Directions for this task ::
Output exactly the lines below, starting with the line that has "index dip: (248, 136)" and going on through the line that has "pinky dip: (270, 146)", both included, and no other lines.

:: Entries provided ::

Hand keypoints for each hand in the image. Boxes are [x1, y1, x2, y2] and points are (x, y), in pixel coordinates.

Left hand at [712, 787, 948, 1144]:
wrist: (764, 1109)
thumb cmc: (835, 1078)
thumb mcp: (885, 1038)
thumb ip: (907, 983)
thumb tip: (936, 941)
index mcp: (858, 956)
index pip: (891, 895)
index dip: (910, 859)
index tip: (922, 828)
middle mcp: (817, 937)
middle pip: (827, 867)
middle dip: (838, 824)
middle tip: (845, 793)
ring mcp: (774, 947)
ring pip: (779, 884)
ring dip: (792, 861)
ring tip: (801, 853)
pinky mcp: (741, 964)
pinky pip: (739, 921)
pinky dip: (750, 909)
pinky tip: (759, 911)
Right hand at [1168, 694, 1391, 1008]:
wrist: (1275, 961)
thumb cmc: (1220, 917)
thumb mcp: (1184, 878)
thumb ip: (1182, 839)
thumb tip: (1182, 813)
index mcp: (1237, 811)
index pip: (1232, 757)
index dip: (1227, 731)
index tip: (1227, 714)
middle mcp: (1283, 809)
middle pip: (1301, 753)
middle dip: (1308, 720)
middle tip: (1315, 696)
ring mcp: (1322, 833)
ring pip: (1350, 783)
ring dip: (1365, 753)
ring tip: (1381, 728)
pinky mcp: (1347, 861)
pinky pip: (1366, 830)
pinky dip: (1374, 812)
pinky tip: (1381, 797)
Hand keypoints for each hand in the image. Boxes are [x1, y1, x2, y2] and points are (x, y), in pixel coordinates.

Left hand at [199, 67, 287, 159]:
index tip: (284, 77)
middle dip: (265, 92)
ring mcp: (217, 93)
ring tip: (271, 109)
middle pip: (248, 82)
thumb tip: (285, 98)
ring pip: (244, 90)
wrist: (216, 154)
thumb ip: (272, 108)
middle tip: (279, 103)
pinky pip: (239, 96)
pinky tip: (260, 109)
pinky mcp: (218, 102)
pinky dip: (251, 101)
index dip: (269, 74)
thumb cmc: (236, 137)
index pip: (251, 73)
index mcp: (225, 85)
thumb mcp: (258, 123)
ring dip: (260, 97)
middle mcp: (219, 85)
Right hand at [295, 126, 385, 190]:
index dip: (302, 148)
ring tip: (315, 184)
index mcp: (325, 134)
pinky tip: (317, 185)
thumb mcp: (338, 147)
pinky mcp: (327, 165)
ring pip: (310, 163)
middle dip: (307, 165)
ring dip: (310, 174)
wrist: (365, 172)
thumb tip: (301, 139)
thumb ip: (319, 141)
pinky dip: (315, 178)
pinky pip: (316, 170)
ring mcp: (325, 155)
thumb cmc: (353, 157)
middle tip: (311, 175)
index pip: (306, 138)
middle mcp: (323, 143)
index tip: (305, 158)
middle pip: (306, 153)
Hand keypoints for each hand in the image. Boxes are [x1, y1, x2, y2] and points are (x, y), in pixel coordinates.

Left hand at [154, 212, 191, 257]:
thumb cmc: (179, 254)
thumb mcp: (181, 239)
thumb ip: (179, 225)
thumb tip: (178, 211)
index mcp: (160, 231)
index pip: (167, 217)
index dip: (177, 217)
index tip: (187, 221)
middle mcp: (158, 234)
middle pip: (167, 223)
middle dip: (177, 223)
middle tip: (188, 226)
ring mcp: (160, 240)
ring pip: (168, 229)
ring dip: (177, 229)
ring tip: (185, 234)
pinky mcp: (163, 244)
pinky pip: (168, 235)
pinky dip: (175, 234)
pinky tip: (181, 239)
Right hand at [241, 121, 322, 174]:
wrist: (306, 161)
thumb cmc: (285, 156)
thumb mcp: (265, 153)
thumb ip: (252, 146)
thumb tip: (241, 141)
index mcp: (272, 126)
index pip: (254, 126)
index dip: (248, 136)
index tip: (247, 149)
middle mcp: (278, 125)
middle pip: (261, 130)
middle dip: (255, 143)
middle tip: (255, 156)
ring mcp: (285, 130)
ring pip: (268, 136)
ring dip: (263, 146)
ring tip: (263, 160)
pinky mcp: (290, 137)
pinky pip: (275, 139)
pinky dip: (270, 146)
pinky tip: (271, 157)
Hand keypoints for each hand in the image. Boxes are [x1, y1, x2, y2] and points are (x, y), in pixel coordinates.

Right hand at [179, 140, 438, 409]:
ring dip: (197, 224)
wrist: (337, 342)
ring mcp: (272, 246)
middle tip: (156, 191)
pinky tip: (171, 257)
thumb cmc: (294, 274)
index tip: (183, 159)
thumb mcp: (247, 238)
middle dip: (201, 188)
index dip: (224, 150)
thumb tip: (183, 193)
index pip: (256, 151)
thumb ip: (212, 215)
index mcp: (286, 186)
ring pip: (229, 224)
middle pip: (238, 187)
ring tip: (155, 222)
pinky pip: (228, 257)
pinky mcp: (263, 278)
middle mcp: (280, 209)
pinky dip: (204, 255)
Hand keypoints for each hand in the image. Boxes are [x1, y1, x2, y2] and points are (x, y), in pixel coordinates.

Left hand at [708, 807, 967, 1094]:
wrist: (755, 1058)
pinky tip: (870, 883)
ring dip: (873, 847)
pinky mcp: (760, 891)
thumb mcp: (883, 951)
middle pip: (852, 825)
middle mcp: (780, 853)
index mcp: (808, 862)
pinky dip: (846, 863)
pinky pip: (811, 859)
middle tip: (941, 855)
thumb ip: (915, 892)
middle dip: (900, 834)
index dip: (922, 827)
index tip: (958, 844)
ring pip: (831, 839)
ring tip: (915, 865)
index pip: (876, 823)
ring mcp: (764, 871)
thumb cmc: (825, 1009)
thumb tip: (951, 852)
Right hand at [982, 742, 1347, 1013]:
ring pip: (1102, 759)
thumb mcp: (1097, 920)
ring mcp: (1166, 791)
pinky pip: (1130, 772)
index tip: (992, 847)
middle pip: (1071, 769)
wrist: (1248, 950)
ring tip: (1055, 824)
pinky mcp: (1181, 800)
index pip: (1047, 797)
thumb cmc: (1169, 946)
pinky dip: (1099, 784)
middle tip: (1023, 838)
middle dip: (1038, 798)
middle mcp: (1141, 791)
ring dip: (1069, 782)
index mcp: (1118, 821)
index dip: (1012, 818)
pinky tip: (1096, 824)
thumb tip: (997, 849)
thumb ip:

:::

Answer ::
index dip: (248, 136)
index tip: (247, 149)
middle mcp: (278, 125)
middle pip: (261, 130)
middle dip: (255, 143)
middle tip: (255, 156)
ring mcp: (285, 130)
ring pip: (268, 136)
ring dip: (263, 146)
ring tip: (263, 160)
pinky mcp: (290, 137)
pinky pip: (275, 139)
pinky dip: (270, 146)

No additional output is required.